To be clear, it's everyone's job to stamp this out, not blame others. We all have to declare our commitment to the right side of history, hold our policy makers accountable, and get civically involved in a non-trivial way. I've always felt strong about this, but I feel like I have to do more. I don't think I'm alone in that feeling.

About that spaceflight, it was a welcome energy that I haven't felt in years. When the Space Shuttle program ended, rightfully so given the flaws and age of that program, it felt a little like we were giving up. Not that the Russians aren't fully capable of getting people to the ISS, but the story of American spaceflight is entangled with our pride and identity to an extent, which in the 60's largely involved getting to space before the Soviets. When the Bush administration suggested privatizing space travel, and then the Obama administration reinforced that direction, I felt at first that it was kind of a shortcoming. It felt like America couldn't do it, so let's just make it another thing we throw insane money at and get mediocre results.
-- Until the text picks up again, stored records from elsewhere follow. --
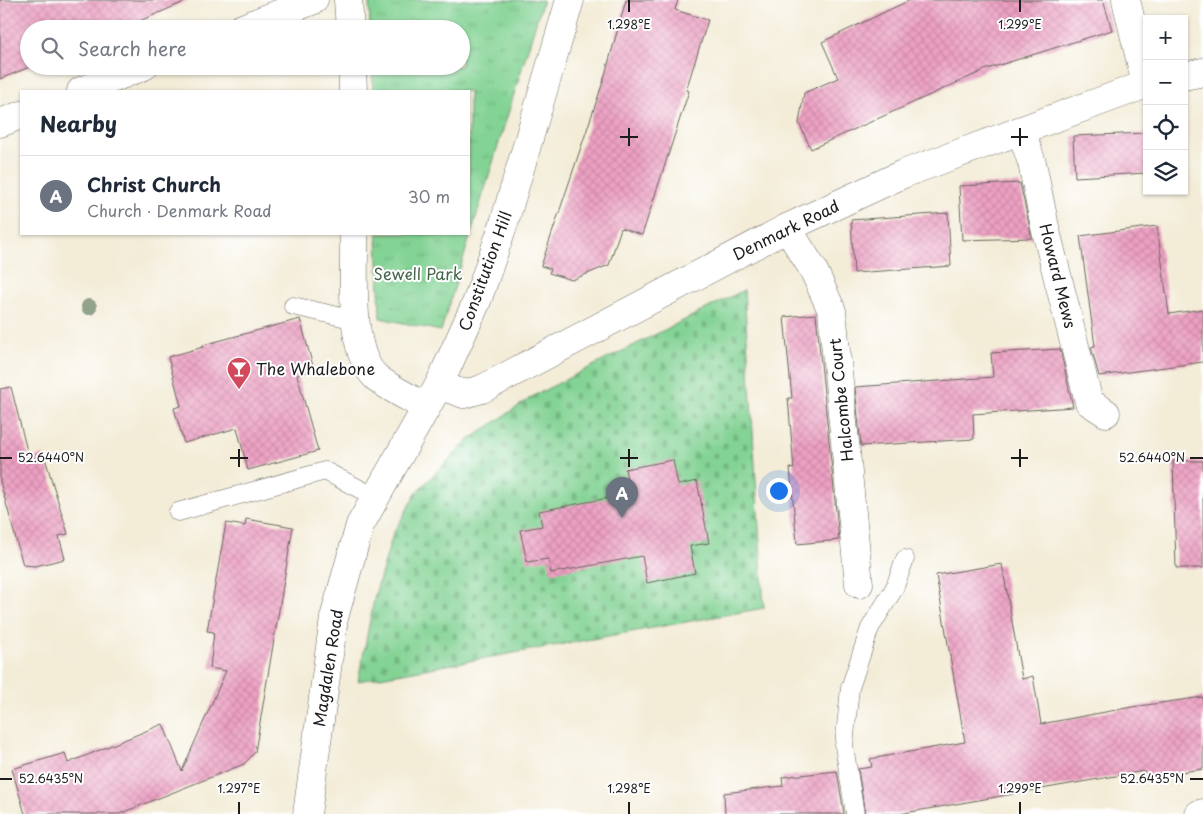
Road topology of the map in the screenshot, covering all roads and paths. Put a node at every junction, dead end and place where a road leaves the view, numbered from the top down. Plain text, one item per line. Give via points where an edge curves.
1 (314, 0) edge
2 (348, 0) edge
3 (570, 0) edge
4 (1126, 0) edge
5 (263, 20) edge
6 (349, 20) edge
7 (1143, 71) edge
8 (1203, 72) edge
9 (121, 75) edge
10 (352, 75) edge
11 (1188, 75) edge
12 (1143, 85) edge
13 (84, 90) edge
14 (353, 90) edge
15 (20, 115) edge
16 (0, 123) edge
17 (1021, 130) junction
18 (787, 228) junction
19 (354, 235) edge
20 (293, 306) dead end
21 (356, 320) junction
22 (432, 396) junction
23 (1106, 413) dead end
24 (376, 497) junction
25 (178, 512) dead end
26 (360, 525) joint
27 (905, 559) dead end
28 (859, 584) dead end
29 (304, 813) edge
30 (1203, 813) edge
31 (855, 814) edge
32 (1199, 814) edge

1 - 5 street
2 - 6 street
3 - 22 street, Constitution Hill via 504,223 477,301
4 - 7 street
8 - 11 street
9 - 13 street
10 - 14 street
12 - 17 street, Denmark Road
15 - 16 street
17 - 18 street, Denmark Road via 903,174
17 - 23 street, Howard Mews via 1032,163 1089,402
18 - 22 street, Denmark Road via 482,388 464,394
18 - 28 street, Halcombe Court via 813,269 832,311
19 - 21 street, Denmark Road
20 - 21 lane
21 - 22 street, Denmark Road via 358,347 376,377
22 - 24 street, Constitution Hill
24 - 25 lane via 325,471
24 - 26 street, Constitution Hill
26 - 29 street, Magdalen Road via 334,618
27 - 31 lane via 894,589 870,628 850,688 844,746
30 - 32 street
What happened next was that a South African immigrant, having cashed out of dotcom success, founded a rocket company that mostly failed at first. But the vision for SpaceX was consistent, in the desire to reduce cost by reusing as much of a rocket as possible (you don't throw away a 747 after flying it once, after all). It got a contract for launch capabilities and human flight, and that led to last weekend's trip for the Crew Dragon carrying astronauts. They got there faster than the old guard contractors, and for a fraction of the cost.

If you spent the better part of the day watching all of this, you may have noticed something striking about the people you saw on TV. The engineers from SpaceX who host their webcasts are diverse. To see women of color (with visible piercings and a partially shaved head, no less), who are engineers and not communications interns, along side middle-aged white men, is a big deal. And when you see more of the people working at the factory and they talk with more engineers, you see that the workforce is more representative of America than, say, half of the US Senate (you know which half, don't make me say it). Heck, the president of SpaceX is a woman.
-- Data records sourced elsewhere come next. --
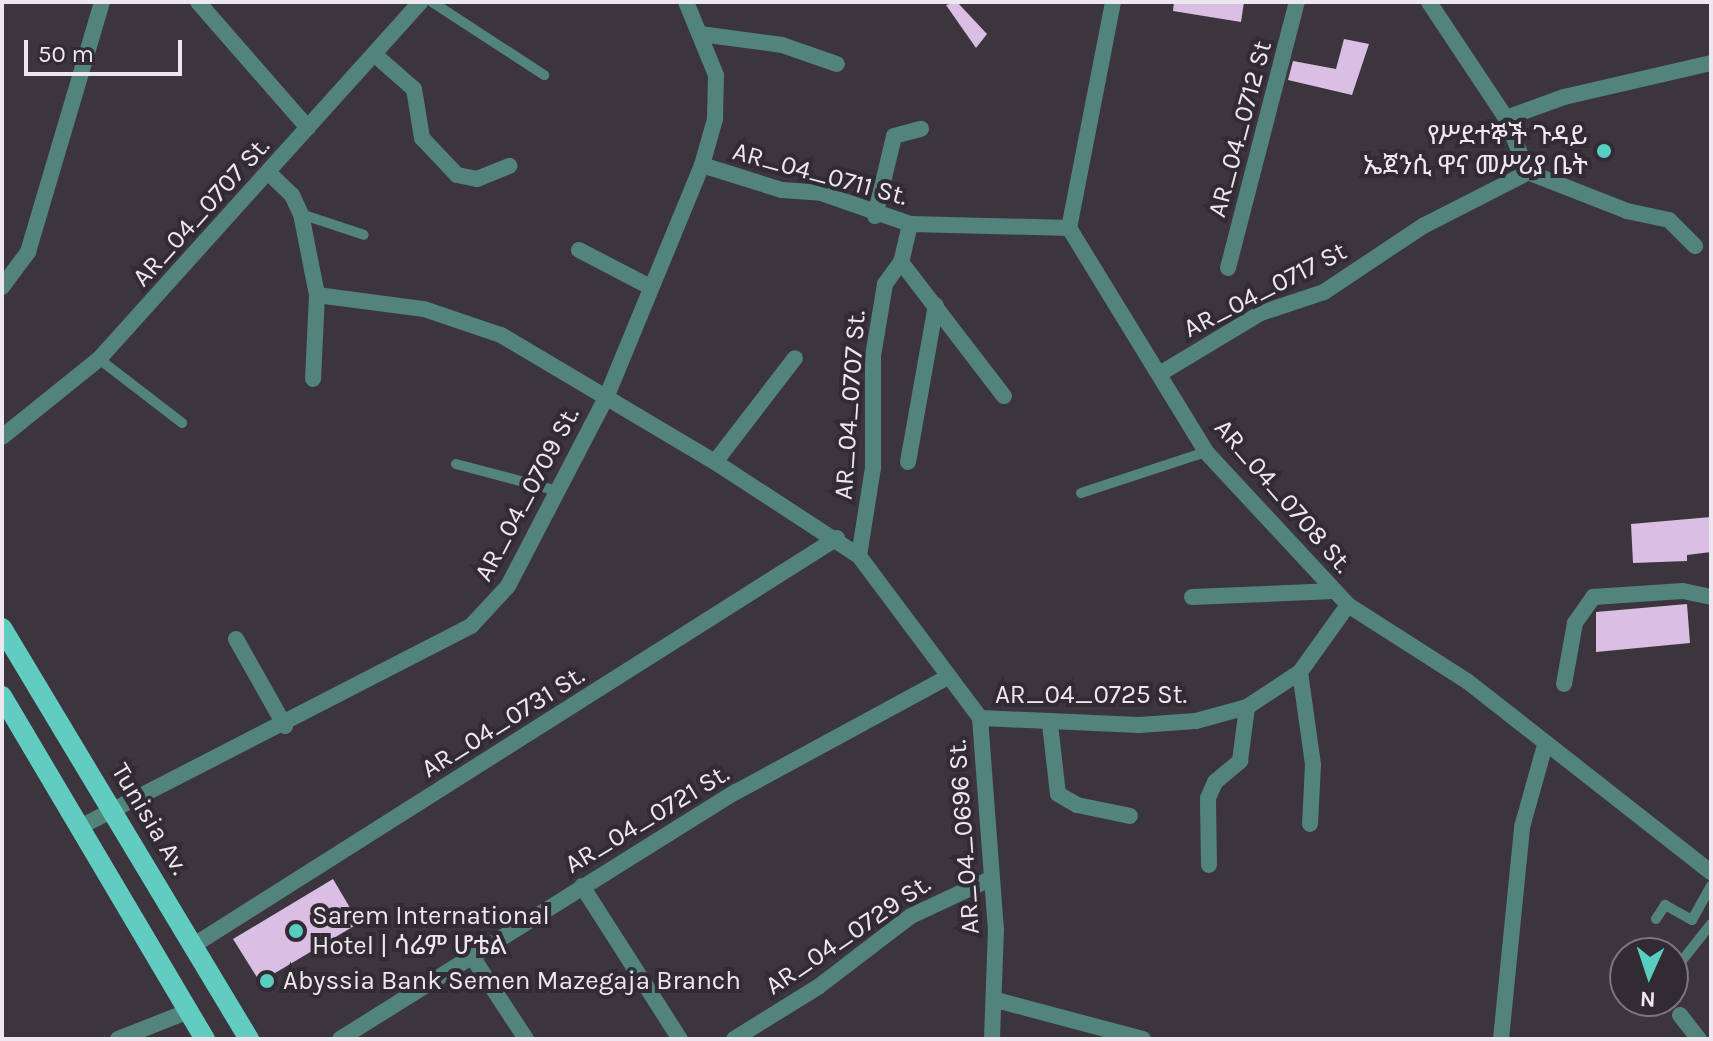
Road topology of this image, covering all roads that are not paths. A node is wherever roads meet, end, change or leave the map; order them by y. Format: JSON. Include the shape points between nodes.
{"nodes":[{"id":1,"x":102,"y":2,"type":"edge"},
{"id":2,"x":198,"y":2,"type":"edge"},
{"id":3,"x":421,"y":2,"type":"edge"},
{"id":4,"x":432,"y":2,"type":"edge"},
{"id":5,"x":686,"y":2,"type":"edge"},
{"id":6,"x":1113,"y":2,"type":"edge"},
{"id":7,"x":1297,"y":2,"type":"edge"},
{"id":8,"x":1429,"y":2,"type":"edge"},
{"id":9,"x":700,"y":34,"type":"junction"},
{"id":10,"x":374,"y":54,"type":"junction"},
{"id":11,"x":1711,"y":63,"type":"edge"},
{"id":12,"x":837,"y":64,"type":"dead end"},
{"id":13,"x":544,"y":75,"type":"dead end"},
{"id":14,"x":1506,"y":118,"type":"junction"},
{"id":15,"x":308,"y":128,"type":"junction"},
{"id":16,"x":921,"y":129,"type":"dead end"},
{"id":17,"x":702,"y":165,"type":"junction"},
{"id":18,"x":509,"y":166,"type":"dead end"},
{"id":19,"x":269,"y":173,"type":"junction"},
{"id":20,"x":1521,"y":175,"type":"junction"},
{"id":21,"x":301,"y":214,"type":"junction"},
{"id":22,"x":875,"y":216,"type":"junction"},
{"id":23,"x":910,"y":224,"type":"junction"},
{"id":24,"x":1069,"y":228,"type":"junction"},
{"id":25,"x":364,"y":235,"type":"dead end"},
{"id":26,"x":1695,"y":246,"type":"dead end"},
{"id":27,"x":579,"y":250,"type":"dead end"},
{"id":28,"x":901,"y":262,"type":"junction"},
{"id":29,"x":1228,"y":268,"type":"dead end"},
{"id":30,"x":2,"y":287,"type":"edge"},
{"id":31,"x":650,"y":287,"type":"junction"},
{"id":32,"x":317,"y":295,"type":"junction"},
{"id":33,"x":936,"y":305,"type":"junction"},
{"id":34,"x":795,"y":358,"type":"dead end"},
{"id":35,"x":99,"y":359,"type":"junction"},
{"id":36,"x":1161,"y":373,"type":"junction"},
{"id":37,"x":313,"y":379,"type":"dead end"},
{"id":38,"x":1004,"y":396,"type":"dead end"},
{"id":39,"x":606,"y":398,"type":"junction"},
{"id":40,"x":182,"y":423,"type":"dead end"},
{"id":41,"x":2,"y":437,"type":"edge"},
{"id":42,"x":1206,"y":452,"type":"junction"},
{"id":43,"x":715,"y":462,"type":"junction"},
{"id":44,"x":908,"y":462,"type":"dead end"},
{"id":45,"x":456,"y":464,"type":"dead end"},
{"id":46,"x":558,"y":491,"type":"junction"},
{"id":47,"x":1081,"y":493,"type":"dead end"},
{"id":48,"x":837,"y":538,"type":"junction"},
{"id":49,"x":859,"y":556,"type":"junction"},
{"id":50,"x":1334,"y":591,"type":"junction"},
{"id":51,"x":1192,"y":597,"type":"dead end"},
{"id":52,"x":1711,"y":597,"type":"edge"},
{"id":53,"x":1348,"y":605,"type":"junction"},
{"id":54,"x":2,"y":628,"type":"edge"},
{"id":55,"x":236,"y":639,"type":"dead end"},
{"id":56,"x":1300,"y":672,"type":"junction"},
{"id":57,"x":946,"y":678,"type":"junction"},
{"id":58,"x":1564,"y":684,"type":"dead end"},
{"id":59,"x":3,"y":701,"type":"edge"},
{"id":60,"x":1247,"y":707,"type":"junction"},
{"id":61,"x":980,"y":718,"type":"junction"},
{"id":62,"x":1050,"y":724,"type":"junction"},
{"id":63,"x":285,"y":726,"type":"junction"},
{"id":64,"x":1545,"y":745,"type":"junction"},
{"id":65,"x":115,"y":810,"type":"junction"},
{"id":66,"x":1130,"y":816,"type":"dead end"},
{"id":67,"x":1310,"y":824,"type":"dead end"},
{"id":68,"x":78,"y":828,"type":"junction"},
{"id":69,"x":1209,"y":865,"type":"dead end"},
{"id":70,"x":1711,"y":872,"type":"edge"},
{"id":71,"x":992,"y":878,"type":"junction"},
{"id":72,"x":582,"y":886,"type":"junction"},
{"id":73,"x":1711,"y":886,"type":"edge"},
{"id":74,"x":1656,"y":919,"type":"dead end"},
{"id":75,"x":1711,"y":924,"type":"edge"},
{"id":76,"x":194,"y":945,"type":"junction"},
{"id":77,"x":1689,"y":952,"type":"edge"},
{"id":78,"x":473,"y":958,"type":"junction"},
{"id":79,"x":996,"y":1000,"type":"junction"},
{"id":80,"x":189,"y":1011,"type":"junction"},
{"id":81,"x":1682,"y":1017,"type":"edge"},
{"id":82,"x":118,"y":1039,"type":"edge"},
{"id":83,"x":205,"y":1039,"type":"edge"},
{"id":84,"x":249,"y":1039,"type":"edge"},
{"id":85,"x":340,"y":1039,"type":"edge"},
{"id":86,"x":526,"y":1039,"type":"edge"},
{"id":87,"x":680,"y":1039,"type":"edge"},
{"id":88,"x":734,"y":1039,"type":"edge"},
{"id":89,"x":992,"y":1039,"type":"edge"},
{"id":90,"x":1143,"y":1039,"type":"edge"},
{"id":91,"x":1501,"y":1039,"type":"edge"},
{"id":92,"x":1699,"y":1039,"type":"edge"}],
"edges":[{"from":1,"to":30,"type":"street","via":[[28,252]]},
{"from":2,"to":15,"type":"street"},
{"from":3,"to":10,"type":"street","name":"AR_04_0707 St."},
{"from":4,"to":13,"type":"lane"},
{"from":5,"to":9,"type":"street","name":"AR_04_0709 St."},
{"from":6,"to":24,"type":"street"},
{"from":7,"to":29,"type":"street","name":"AR_04_0712 St"},
{"from":8,"to":14,"type":"street"},
{"from":9,"to":12,"type":"street","via":[[782,45]]},
{"from":9,"to":17,"type":"street","name":"AR_04_0709 St.","via":[[718,95]]},
{"from":10,"to":15,"type":"street","name":"AR_04_0707 St."},
{"from":10,"to":18,"type":"street","via":[[414,89],[422,138],[457,175],[477,179]]},
{"from":11,"to":14,"type":"street","via":[[1564,97]]},
{"from":14,"to":20,"type":"street"},
{"from":15,"to":19,"type":"street","name":"AR_04_0707 St."},
{"from":16,"to":22,"type":"street","via":[[894,136]]},
{"from":17,"to":22,"type":"street","name":"AR_04_0711 St.","via":[[782,190],[821,193]]},
{"from":17,"to":31,"type":"street","name":"AR_04_0709 St."},
{"from":19,"to":21,"type":"street","via":[[292,195]]},
{"from":19,"to":35,"type":"street","name":"AR_04_0707 St."},
{"from":20,"to":26,"type":"street","via":[[1669,220]]},
{"from":20,"to":36,"type":"street","name":"AR_04_0717 St","via":[[1423,226],[1324,292],[1261,313]]},
{"from":21,"to":25,"type":"lane"},
{"from":21,"to":32,"type":"street"},
{"from":22,"to":23,"type":"street","name":"AR_04_0711 St."},
{"from":23,"to":24,"type":"street","name":"AR_04_0711 St."},
{"from":23,"to":28,"type":"street","name":"AR_04_0707 St."},
{"from":24,"to":36,"type":"street","name":"AR_04_0708 St."},
{"from":27,"to":31,"type":"street"},
{"from":28,"to":33,"type":"street"},
{"from":28,"to":49,"type":"street","name":"AR_04_0707 St.","via":[[885,284],[873,356],[873,468]]},
{"from":31,"to":39,"type":"street","name":"AR_04_0709 St."},
{"from":32,"to":37,"type":"street"},
{"from":32,"to":39,"type":"street","name":"AR_04_0696 St.","via":[[465,320]]},
{"from":33,"to":38,"type":"street"},
{"from":33,"to":44,"type":"street"},
{"from":34,"to":43,"type":"street"},
{"from":35,"to":40,"type":"lane"},
{"from":35,"to":41,"type":"street","name":"AR_04_0707 St."},
{"from":36,"to":42,"type":"street","name":"AR_04_0708 St."},
{"from":39,"to":43,"type":"street","name":"AR_04_0696 St."},
{"from":39,"to":46,"type":"street","name":"AR_04_0709 St."},
{"from":42,"to":47,"type":"lane"},
{"from":42,"to":50,"type":"street","name":"AR_04_0708 St."},
{"from":43,"to":48,"type":"street","name":"AR_04_0696 St."},
{"from":45,"to":46,"type":"lane"},
{"from":46,"to":63,"type":"street","name":"AR_04_0709 St.","via":[[490,610]]},
{"from":48,"to":49,"type":"street","name":"AR_04_0696 St."},
{"from":48,"to":76,"type":"street","name":"AR_04_0731 St."},
{"from":49,"to":57,"type":"street","name":"AR_04_0696 St."},
{"from":50,"to":51,"type":"street"},
{"from":50,"to":53,"type":"street","name":"AR_04_0708 St."},
{"from":52,"to":58,"type":"street","via":[[1683,591],[1593,597],[1575,623]]},
{"from":53,"to":56,"type":"street","name":"AR_04_0725 St."},
{"from":53,"to":64,"type":"street","name":"AR_04_0708 St.","via":[[1467,681]]},
{"from":54,"to":65,"type":"main road","name":"Tunisia Av."},
{"from":55,"to":63,"type":"street"},
{"from":56,"to":60,"type":"street","name":"AR_04_0725 St."},
{"from":56,"to":67,"type":"street","via":[[1313,765]]},
{"from":57,"to":61,"type":"street","name":"AR_04_0696 St."},
{"from":57,"to":72,"type":"street","name":"AR_04_0721 St.","via":[[736,792]]},
{"from":59,"to":68,"type":"main road"},
{"from":60,"to":62,"type":"street","name":"AR_04_0725 St.","via":[[1196,721]]},
{"from":60,"to":69,"type":"street","via":[[1240,761],[1215,782],[1208,798]]},
{"from":61,"to":62,"type":"street","name":"AR_04_0725 St."},
{"from":61,"to":71,"type":"street","name":"AR_04_0696 St."},
{"from":62,"to":66,"type":"street","via":[[1058,794],[1077,805]]},
{"from":63,"to":65,"type":"street","name":"AR_04_0709 St."},
{"from":64,"to":70,"type":"street","name":"AR_04_0708 St."},
{"from":64,"to":91,"type":"street","via":[[1522,827]]},
{"from":65,"to":68,"type":"street","name":"AR_04_0709 St."},
{"from":65,"to":76,"type":"main road","name":"Tunisia Av."},
{"from":68,"to":80,"type":"main road"},
{"from":71,"to":79,"type":"street","name":"AR_04_0696 St."},
{"from":71,"to":88,"type":"street","name":"AR_04_0729 St.","via":[[911,916]]},
{"from":72,"to":78,"type":"street","name":"AR_04_0721 St."},
{"from":72,"to":87,"type":"street"},
{"from":73,"to":74,"type":"lane","via":[[1692,920],[1665,905]]},
{"from":75,"to":77,"type":"lane"},
{"from":76,"to":84,"type":"main road","name":"Tunisia Av."},
{"from":78,"to":85,"type":"street","name":"AR_04_0721 St."},
{"from":78,"to":86,"type":"street"},
{"from":79,"to":89,"type":"street","name":"AR_04_0696 St."},
{"from":79,"to":90,"type":"street"},
{"from":80,"to":82,"type":"street"},
{"from":80,"to":83,"type":"main road"},
{"from":81,"to":92,"type":"street"}]}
If you work in technology, you probably think, "Yeah, no shit, that's what my work looks like, too." But if you watched that rocket coverage enough, you eventually saw NASA. The shots of Mission Control were not diverse at all. It was almost entirely middle-aged white men (I think I saw one woman at some point). This is why racism isn't simply an issue of rogue police or bad apples or whatever rationalization people try to come up with. How is it that NASA so poorly reflects the population that it serves? When people talk about systemic racism, this is it. I don't for a minute think that NASA hiring managers are going to Klan rallies, but there's something going on that leads to an outcome that is the opposite of the outcome at SpaceX. The issues are complex, not just with the hiring practices, but with education (inequality in access) and cultural expectations (women play with dolls, not STEM kits).

Looking at those contrasting organizations, you have to look at the difference in outcomes, and look for the causes. Then you have to change the causes.

I bring this up, again, not to suggest that we can leave racism as someone else's problem, but rather to give hope and show that the seeds are there to put America's greatest failure in its past. This is the time. If we get people off of the planet by strapping them to a controlled explosion, attacking the institutional racism should be within our reach.